PROBLEM:
To complete this task, print all the data below exactly but leave out the images.

[Dataset entries]
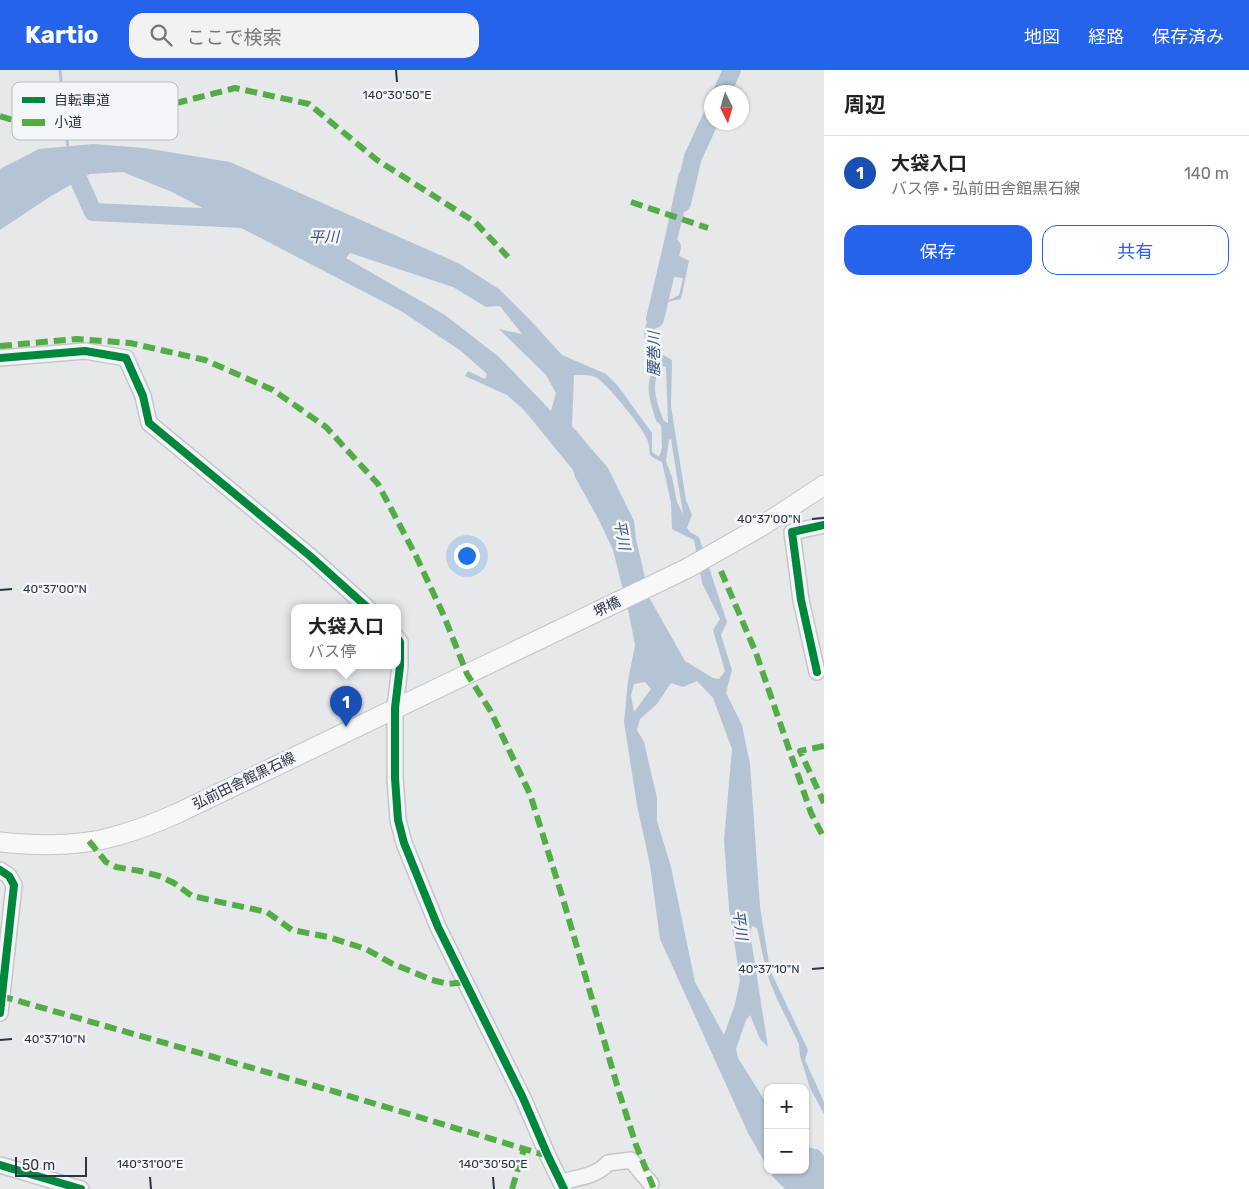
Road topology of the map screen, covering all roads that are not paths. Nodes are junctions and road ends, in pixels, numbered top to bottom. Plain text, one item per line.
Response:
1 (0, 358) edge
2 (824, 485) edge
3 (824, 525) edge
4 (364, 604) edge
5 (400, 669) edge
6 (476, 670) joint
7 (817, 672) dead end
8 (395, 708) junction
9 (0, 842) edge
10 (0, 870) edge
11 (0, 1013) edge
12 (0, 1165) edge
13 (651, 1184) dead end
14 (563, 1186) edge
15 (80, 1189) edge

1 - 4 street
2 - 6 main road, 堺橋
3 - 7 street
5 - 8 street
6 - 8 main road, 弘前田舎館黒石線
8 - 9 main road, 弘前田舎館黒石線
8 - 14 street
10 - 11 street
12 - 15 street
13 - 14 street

EXERCISE ANSWER:
Road topology of the map screen, covering all roads that are not paths. Nodes are junctions and road ends, in pixels, numbered top to bottom. Plain text, one item per line.
Response:
1 (0, 358) edge
2 (824, 485) edge
3 (824, 525) edge
4 (364, 604) edge
5 (400, 669) edge
6 (476, 670) joint
7 (817, 672) dead end
8 (395, 708) junction
9 (0, 842) edge
10 (0, 870) edge
11 (0, 1013) edge
12 (0, 1165) edge
13 (651, 1184) dead end
14 (563, 1186) edge
15 (80, 1189) edge

1 - 4 street
2 - 6 main road, 堺橋
3 - 7 street
5 - 8 street
6 - 8 main road, 弘前田舎館黒石線
8 - 9 main road, 弘前田舎館黒石線
8 - 14 street
10 - 11 street
12 - 15 street
13 - 14 street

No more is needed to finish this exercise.